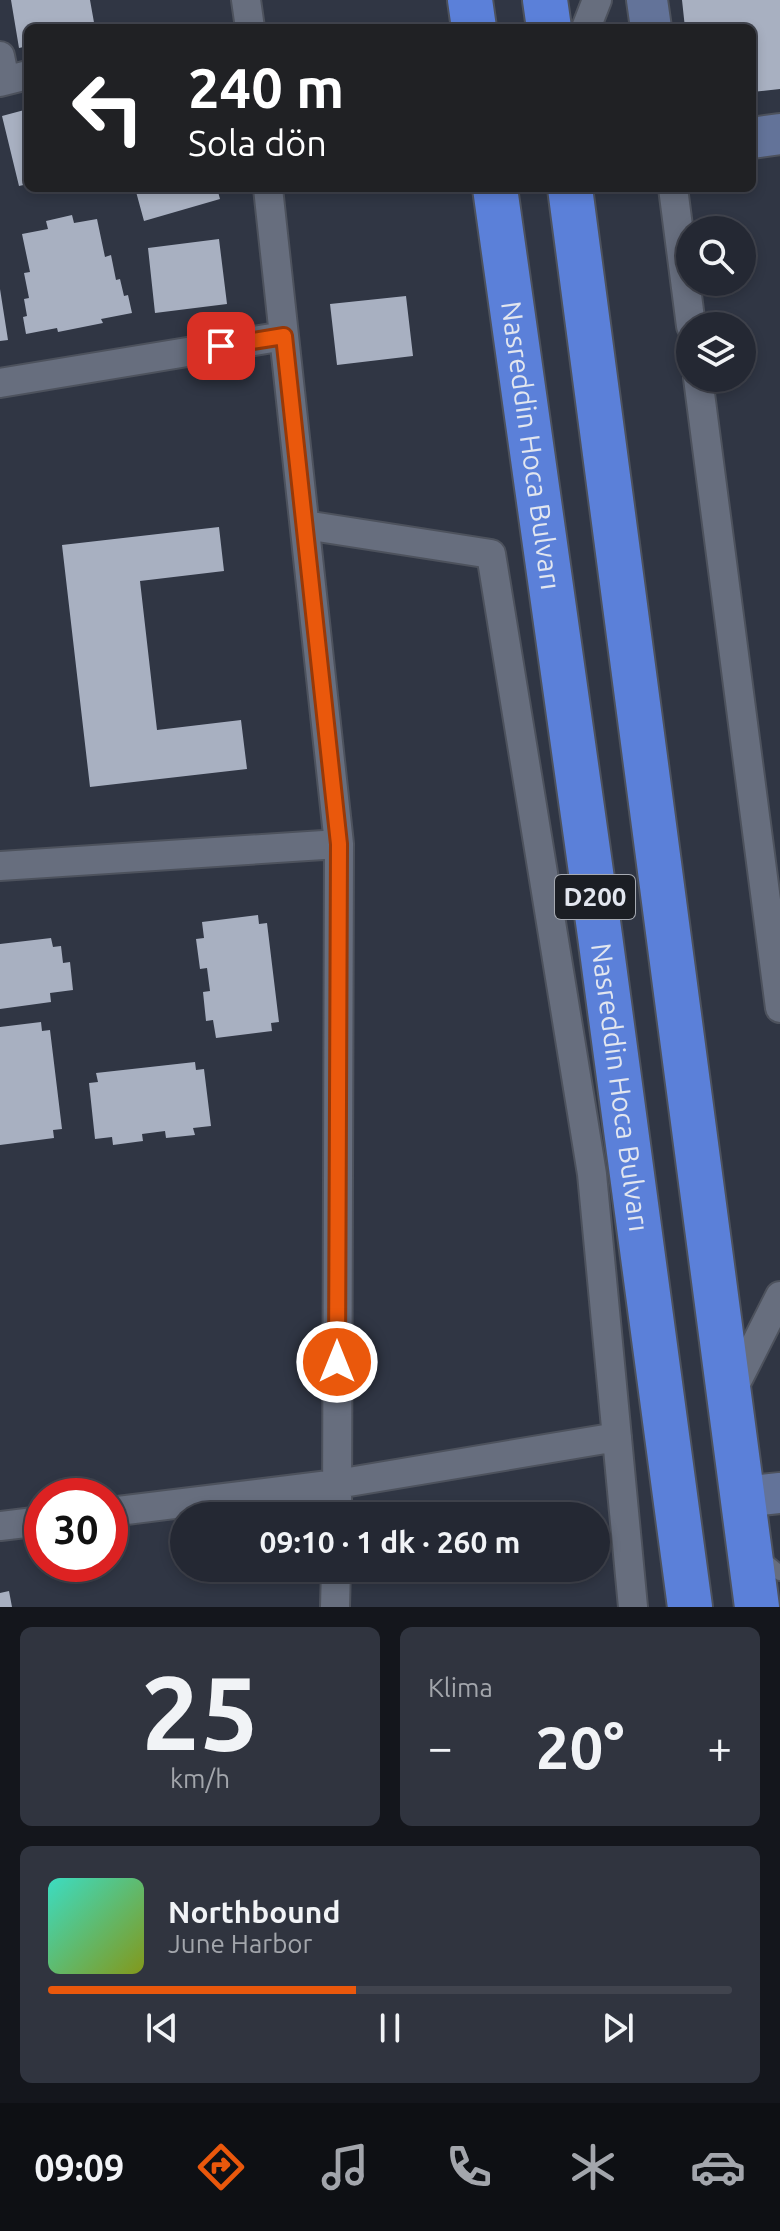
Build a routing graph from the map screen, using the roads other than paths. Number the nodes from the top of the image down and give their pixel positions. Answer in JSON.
{"nodes":[{"id":1,"x":470,"y":0,"type":"edge"},
{"id":2,"x":545,"y":0,"type":"edge"},
{"id":3,"x":597,"y":0,"type":"edge"},
{"id":4,"x":647,"y":0,"type":"edge"},
{"id":5,"x":473,"y":24,"type":"edge"},
{"id":6,"x":548,"y":24,"type":"edge"},
{"id":7,"x":588,"y":24,"type":"edge"},
{"id":8,"x":650,"y":24,"type":"edge"},
{"id":9,"x":780,"y":134,"type":"edge"},
{"id":10,"x":756,"y":137,"type":"edge"},
{"id":11,"x":268,"y":192,"type":"edge"},
{"id":12,"x":496,"y":192,"type":"edge"},
{"id":13,"x":571,"y":192,"type":"edge"},
{"id":14,"x":674,"y":192,"type":"edge"},
{"id":15,"x":689,"y":312,"type":"edge"},
{"id":16,"x":284,"y":336,"type":"junction"},
{"id":17,"x":0,"y":383,"type":"edge"},
{"id":18,"x":700,"y":392,"type":"edge"},
{"id":19,"x":305,"y":525,"type":"junction"},
{"id":20,"x":339,"y":844,"type":"junction"},
{"id":21,"x":0,"y":866,"type":"edge"},
{"id":22,"x":780,"y":1008,"type":"edge"},
{"id":23,"x":780,"y":1296,"type":"edge"},
{"id":24,"x":730,"y":1393,"type":"junction"},
{"id":25,"x":617,"y":1437,"type":"junction"},
{"id":26,"x":337,"y":1484,"type":"junction"},
{"id":27,"x":762,"y":1495,"type":"edge"},
{"id":28,"x":337,"y":1502,"type":"edge"},
{"id":29,"x":128,"y":1510,"type":"edge"},
{"id":30,"x":24,"y":1523,"type":"edge"},
{"id":31,"x":0,"y":1526,"type":"edge"},
{"id":32,"x":765,"y":1561,"type":"edge"},
{"id":33,"x":336,"y":1582,"type":"edge"},
{"id":34,"x":335,"y":1607,"type":"edge"},
{"id":35,"x":633,"y":1607,"type":"edge"},
{"id":36,"x":690,"y":1607,"type":"edge"},
{"id":37,"x":757,"y":1607,"type":"edge"}],
"edges":[{"from":1,"to":5,"type":"highway"},
{"from":2,"to":6,"type":"highway"},
{"from":3,"to":7,"type":"street"},
{"from":4,"to":8,"type":"street"},
{"from":9,"to":10,"type":"street"},
{"from":11,"to":16,"type":"street"},
{"from":12,"to":36,"type":"highway","name":"Nasreddin Hoca Bulvarı","number":"D200"},
{"from":13,"to":24,"type":"highway","number":"D200"},
{"from":14,"to":15,"type":"street"},
{"from":16,"to":17,"type":"street"},
{"from":16,"to":19,"type":"street"},
{"from":18,"to":22,"type":"street"},
{"from":19,"to":20,"type":"street"},
{"from":19,"to":25,"type":"street"},
{"from":20,"to":21,"type":"street"},
{"from":20,"to":26,"type":"street"},
{"from":23,"to":24,"type":"street"},
{"from":24,"to":27,"type":"highway","number":"D200"},
{"from":25,"to":26,"type":"street"},
{"from":25,"to":35,"type":"street"},
{"from":26,"to":28,"type":"street"},
{"from":26,"to":29,"type":"street"},
{"from":27,"to":32,"type":"highway","number":"D200"},
{"from":30,"to":31,"type":"street"},
{"from":32,"to":37,"type":"highway","number":"D200"},
{"from":33,"to":34,"type":"street"}]}
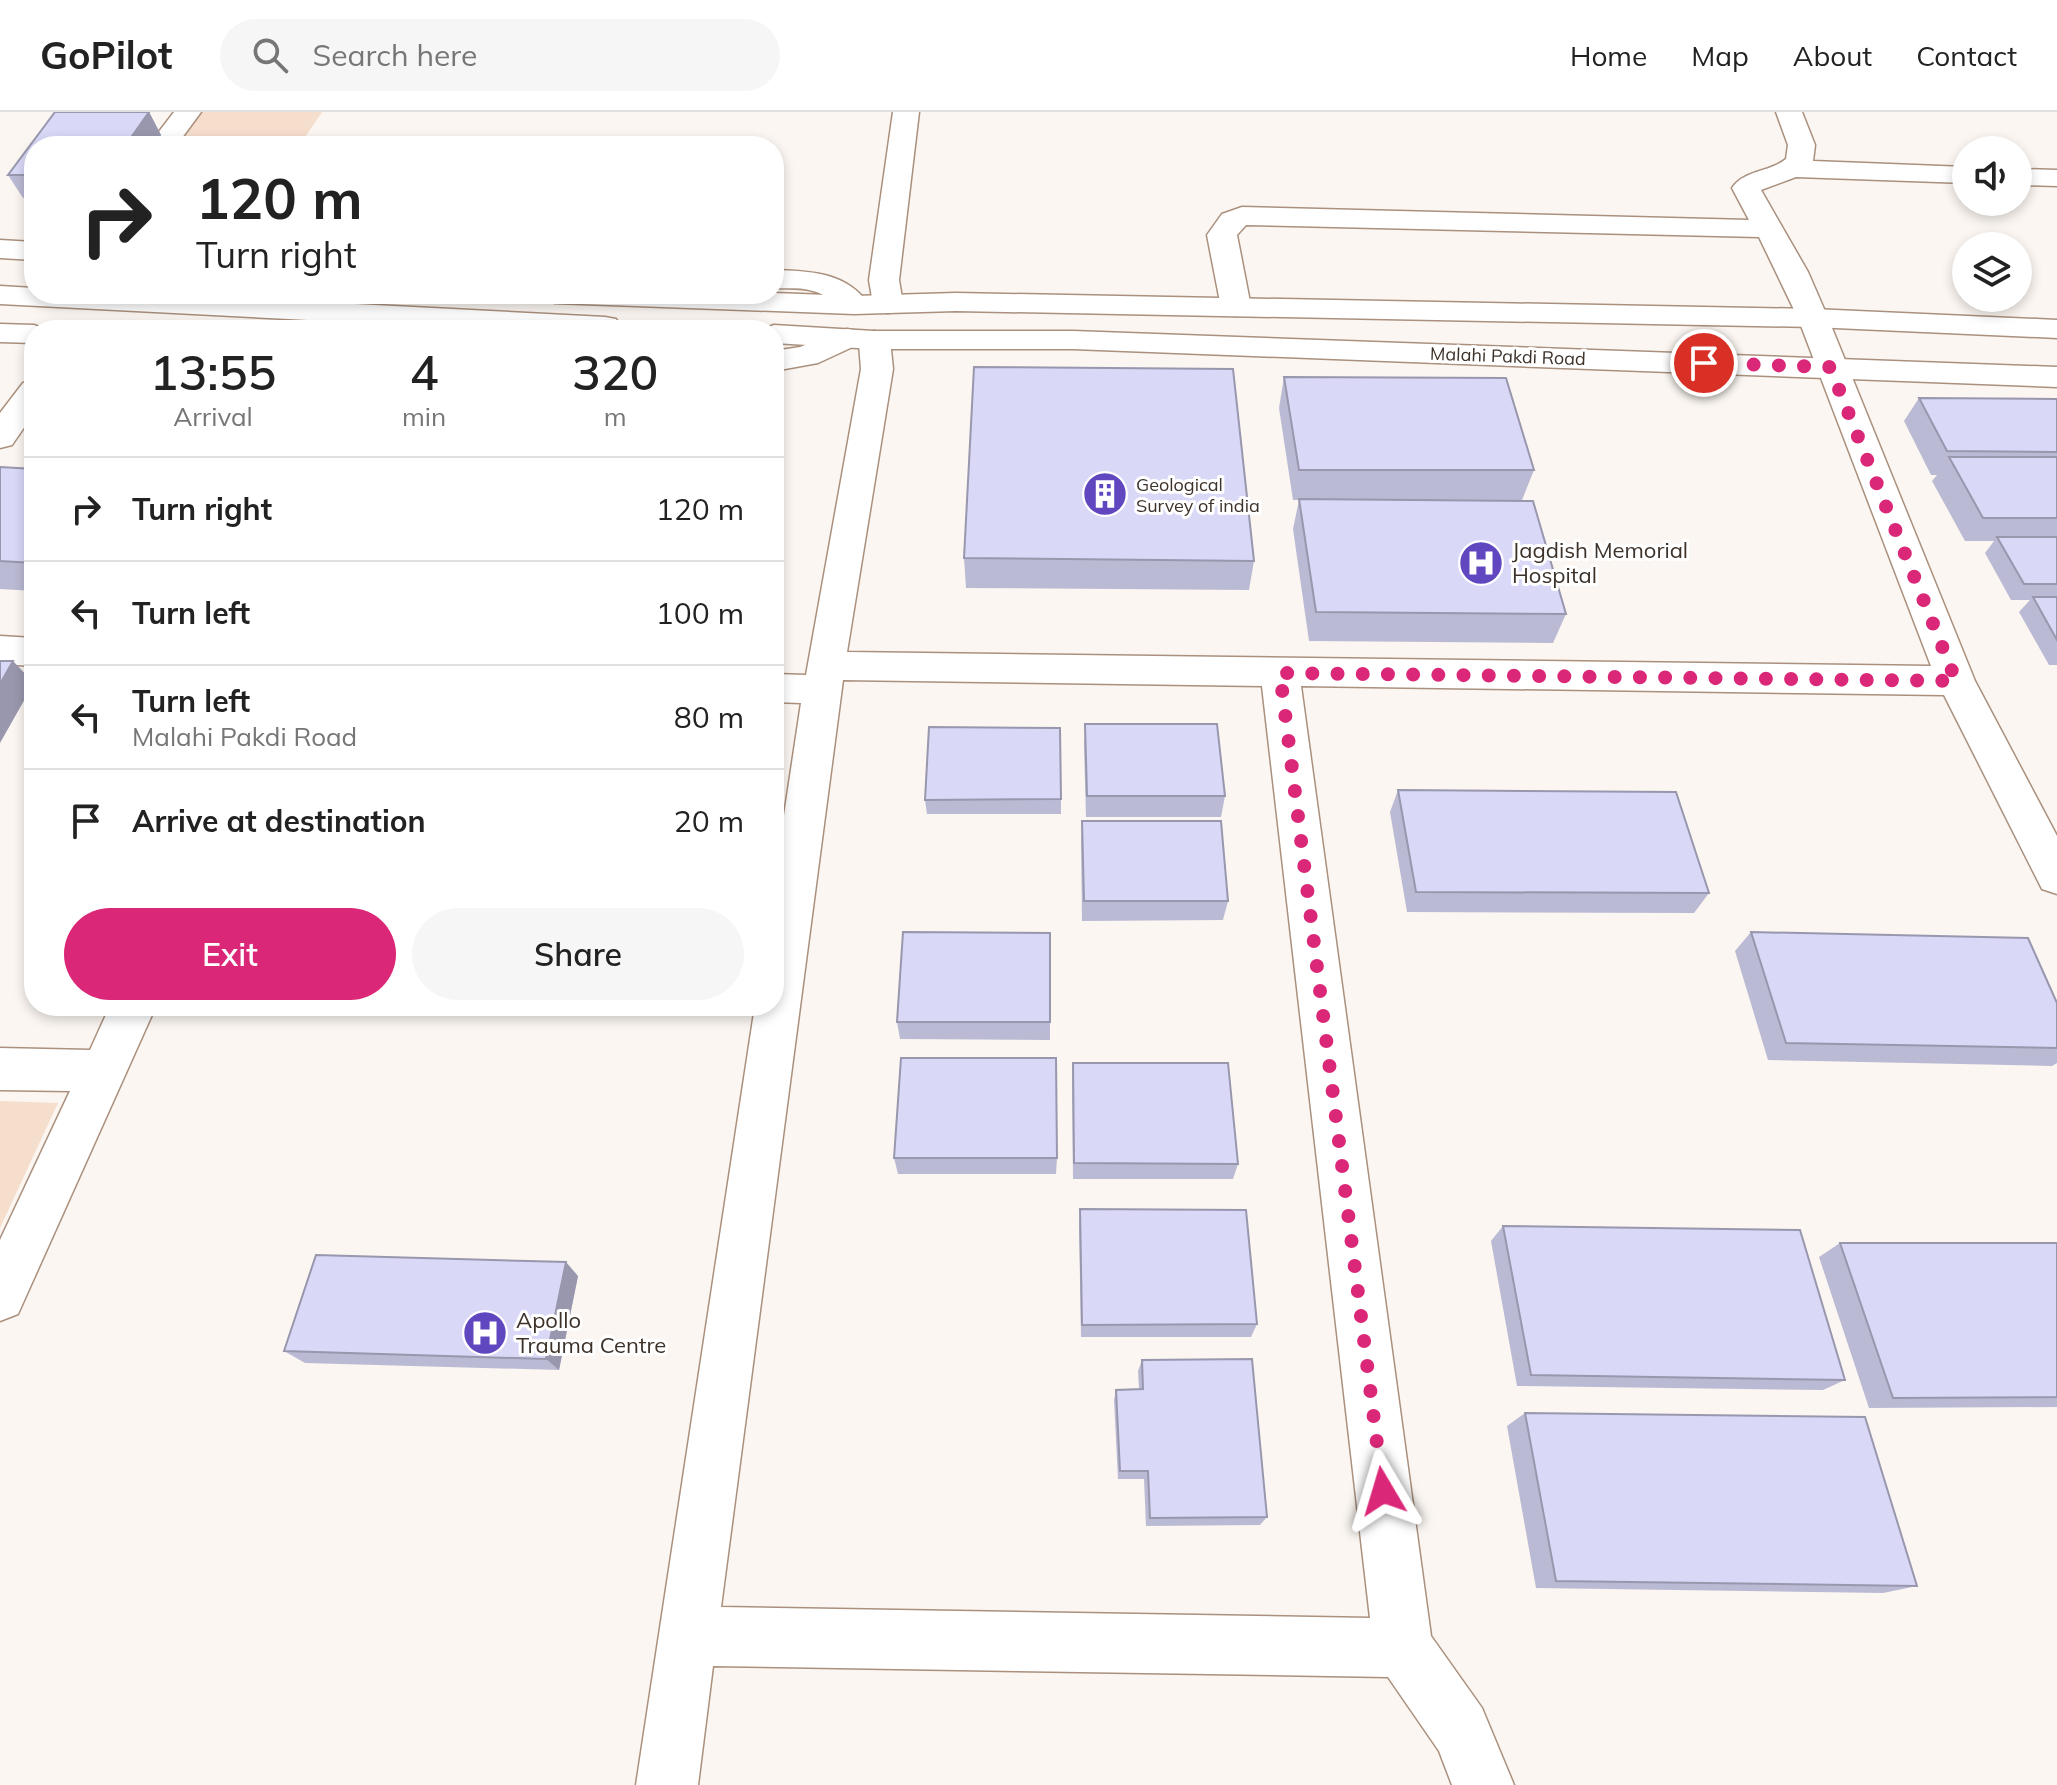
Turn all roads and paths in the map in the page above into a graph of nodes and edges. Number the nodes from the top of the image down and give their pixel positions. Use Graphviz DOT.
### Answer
graph roads {
  1 [pos="188,112"];
  2 [pos="906,112"];
  3 [pos="1789,112"];
  4 [pos="170,136"];
  5 [pos="1793,169"];
  6 [pos="1952,175"];
  7 [pos="2032,177"];
  8 [pos="2057,178"];
  9 [pos="1769,229"];
  10 [pos="0,249"];
  11 [pos="24,250"];
  12 [pos="0,271"];
  13 [pos="24,272"];
  14 [pos="784,280"];
  15 [pos="0,295"];
  16 [pos="24,296"];
  17 [pos="175,304"];
  18 [pos="784,304"];
  19 [pos="888,304"];
  20 [pos="854,305"];
  21 [pos="1236,307"];
  22 [pos="1813,318"];
  23 [pos="486,320"];
  24 [pos="2057,329"];
  25 [pos="0,333"];
  26 [pos="24,334"];
  27 [pos="861,339"];
  28 [pos="784,346"];
  29 [pos="1830,367"];
  30 [pos="2057,377"];
  31 [pos="24,404"];
  32 [pos="0,437"];
  33 [pos="0,650"];
  34 [pos="24,651"];
  35 [pos="1280,673"];
  36 [pos="825,678"];
  37 [pos="1956,681"];
  38 [pos="784,686"];
  39 [pos="2057,877"];
  40 [pos="784,967"];
  41 [pos="128,1016"];
  42 [pos="777,1016"];
  43 [pos="0,1069"];
  44 [pos="103,1071"];
  45 [pos="0,1296"];
  46 [pos="689,1636"];
  47 [pos="1403,1648"];
  48 [pos="667,1785"];
  49 [pos="1483,1785"];
  1 -- 4 [label="street"];
  2 -- 19 [label="street"];
  3 -- 5 [label="street"];
  5 -- 6 [label="street"];
  5 -- 9 [label="street"];
  7 -- 8 [label="street"];
  9 -- 21 [label="street"];
  9 -- 22 [label="street"];
  10 -- 11 [label="street"];
  12 -- 13 [label="street"];
  14 -- 20 [label="street"];
  15 -- 16 [label="street"];
  17 -- 23 [label="street"];
  18 -- 20 [label="street"];
  19 -- 20 [label="street"];
  19 -- 21 [label="street"];
  21 -- 22 [label="street"];
  22 -- 24 [label="street"];
  22 -- 29 [label="street"];
  25 -- 26 [label="street"];
  27 -- 28 [label="street"];
  27 -- 29 [label="street, Malahi Pakdi Road"];
  27 -- 36 [label="street"];
  29 -- 30 [label="street, Malahi Pakdi Road"];
  29 -- 37 [label="street"];
  31 -- 32 [label="street"];
  33 -- 34 [label="street"];
  35 -- 36 [label="street"];
  35 -- 37 [label="street"];
  35 -- 47 [label="street"];
  36 -- 38 [label="street"];
  36 -- 40 [label="street"];
  37 -- 39 [label="street"];
  41 -- 44 [label="street"];
  42 -- 46 [label="street"];
  43 -- 44 [label="street"];
  44 -- 45 [label="street"];
  46 -- 47 [label="street"];
  46 -- 48 [label="street"];
  47 -- 49 [label="street"];
}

_ _ _ _ _

## [Task directions]
The listing above should be repeated word for word, with every image left out.

## [Response to the task]
Build a routing graph from the map screen, using the roads other than paths. Number the nodes from the top of the image down and give their pixel positions. Answer in JSON.
{"nodes":[{"id":1,"x":470,"y":0,"type":"edge"},
{"id":2,"x":545,"y":0,"type":"edge"},
{"id":3,"x":597,"y":0,"type":"edge"},
{"id":4,"x":647,"y":0,"type":"edge"},
{"id":5,"x":473,"y":24,"type":"edge"},
{"id":6,"x":548,"y":24,"type":"edge"},
{"id":7,"x":588,"y":24,"type":"edge"},
{"id":8,"x":650,"y":24,"type":"edge"},
{"id":9,"x":780,"y":134,"type":"edge"},
{"id":10,"x":756,"y":137,"type":"edge"},
{"id":11,"x":268,"y":192,"type":"edge"},
{"id":12,"x":496,"y":192,"type":"edge"},
{"id":13,"x":571,"y":192,"type":"edge"},
{"id":14,"x":674,"y":192,"type":"edge"},
{"id":15,"x":689,"y":312,"type":"edge"},
{"id":16,"x":284,"y":336,"type":"junction"},
{"id":17,"x":0,"y":383,"type":"edge"},
{"id":18,"x":700,"y":392,"type":"edge"},
{"id":19,"x":305,"y":525,"type":"junction"},
{"id":20,"x":339,"y":844,"type":"junction"},
{"id":21,"x":0,"y":866,"type":"edge"},
{"id":22,"x":780,"y":1008,"type":"edge"},
{"id":23,"x":780,"y":1296,"type":"edge"},
{"id":24,"x":730,"y":1393,"type":"junction"},
{"id":25,"x":617,"y":1437,"type":"junction"},
{"id":26,"x":337,"y":1484,"type":"junction"},
{"id":27,"x":762,"y":1495,"type":"edge"},
{"id":28,"x":337,"y":1502,"type":"edge"},
{"id":29,"x":128,"y":1510,"type":"edge"},
{"id":30,"x":24,"y":1523,"type":"edge"},
{"id":31,"x":0,"y":1526,"type":"edge"},
{"id":32,"x":765,"y":1561,"type":"edge"},
{"id":33,"x":336,"y":1582,"type":"edge"},
{"id":34,"x":335,"y":1607,"type":"edge"},
{"id":35,"x":633,"y":1607,"type":"edge"},
{"id":36,"x":690,"y":1607,"type":"edge"},
{"id":37,"x":757,"y":1607,"type":"edge"}],
"edges":[{"from":1,"to":5,"type":"highway"},
{"from":2,"to":6,"type":"highway"},
{"from":3,"to":7,"type":"street"},
{"from":4,"to":8,"type":"street"},
{"from":9,"to":10,"type":"street"},
{"from":11,"to":16,"type":"street"},
{"from":12,"to":36,"type":"highway","name":"Nasreddin Hoca Bulvarı","number":"D200"},
{"from":13,"to":24,"type":"highway","number":"D200"},
{"from":14,"to":15,"type":"street"},
{"from":16,"to":17,"type":"street"},
{"from":16,"to":19,"type":"street"},
{"from":18,"to":22,"type":"street"},
{"from":19,"to":20,"type":"street"},
{"from":19,"to":25,"type":"street"},
{"from":20,"to":21,"type":"street"},
{"from":20,"to":26,"type":"street"},
{"from":23,"to":24,"type":"street"},
{"from":24,"to":27,"type":"highway","number":"D200"},
{"from":25,"to":26,"type":"street"},
{"from":25,"to":35,"type":"street"},
{"from":26,"to":28,"type":"street"},
{"from":26,"to":29,"type":"street"},
{"from":27,"to":32,"type":"highway","number":"D200"},
{"from":30,"to":31,"type":"street"},
{"from":32,"to":37,"type":"highway","number":"D200"},
{"from":33,"to":34,"type":"street"}]}
Turn all roads and paths in the map in the page above into a graph of nodes and edges. Number the nodes from the top of the image down and give their pixel positions. Use Graphviz DOT.
### Answer
graph roads {
  1 [pos="188,112"];
  2 [pos="906,112"];
  3 [pos="1789,112"];
  4 [pos="170,136"];
  5 [pos="1793,169"];
  6 [pos="1952,175"];
  7 [pos="2032,177"];
  8 [pos="2057,178"];
  9 [pos="1769,229"];
  10 [pos="0,249"];
  11 [pos="24,250"];
  12 [pos="0,271"];
  13 [pos="24,272"];
  14 [pos="784,280"];
  15 [pos="0,295"];
  16 [pos="24,296"];
  17 [pos="175,304"];
  18 [pos="784,304"];
  19 [pos="888,304"];
  20 [pos="854,305"];
  21 [pos="1236,307"];
  22 [pos="1813,318"];
  23 [pos="486,320"];
  24 [pos="2057,329"];
  25 [pos="0,333"];
  26 [pos="24,334"];
  27 [pos="861,339"];
  28 [pos="784,346"];
  29 [pos="1830,367"];
  30 [pos="2057,377"];
  31 [pos="24,404"];
  32 [pos="0,437"];
  33 [pos="0,650"];
  34 [pos="24,651"];
  35 [pos="1280,673"];
  36 [pos="825,678"];
  37 [pos="1956,681"];
  38 [pos="784,686"];
  39 [pos="2057,877"];
  40 [pos="784,967"];
  41 [pos="128,1016"];
  42 [pos="777,1016"];
  43 [pos="0,1069"];
  44 [pos="103,1071"];
  45 [pos="0,1296"];
  46 [pos="689,1636"];
  47 [pos="1403,1648"];
  48 [pos="667,1785"];
  49 [pos="1483,1785"];
  1 -- 4 [label="street"];
  2 -- 19 [label="street"];
  3 -- 5 [label="street"];
  5 -- 6 [label="street"];
  5 -- 9 [label="street"];
  7 -- 8 [label="street"];
  9 -- 21 [label="street"];
  9 -- 22 [label="street"];
  10 -- 11 [label="street"];
  12 -- 13 [label="street"];
  14 -- 20 [label="street"];
  15 -- 16 [label="street"];
  17 -- 23 [label="street"];
  18 -- 20 [label="street"];
  19 -- 20 [label="street"];
  19 -- 21 [label="street"];
  21 -- 22 [label="street"];
  22 -- 24 [label="street"];
  22 -- 29 [label="street"];
  25 -- 26 [label="street"];
  27 -- 28 [label="street"];
  27 -- 29 [label="street, Malahi Pakdi Road"];
  27 -- 36 [label="street"];
  29 -- 30 [label="street, Malahi Pakdi Road"];
  29 -- 37 [label="street"];
  31 -- 32 [label="street"];
  33 -- 34 [label="street"];
  35 -- 36 [label="street"];
  35 -- 37 [label="street"];
  35 -- 47 [label="street"];
  36 -- 38 [label="street"];
  36 -- 40 [label="street"];
  37 -- 39 [label="street"];
  41 -- 44 [label="street"];
  42 -- 46 [label="street"];
  43 -- 44 [label="street"];
  44 -- 45 [label="street"];
  46 -- 47 [label="street"];
  46 -- 48 [label="street"];
  47 -- 49 [label="street"];
}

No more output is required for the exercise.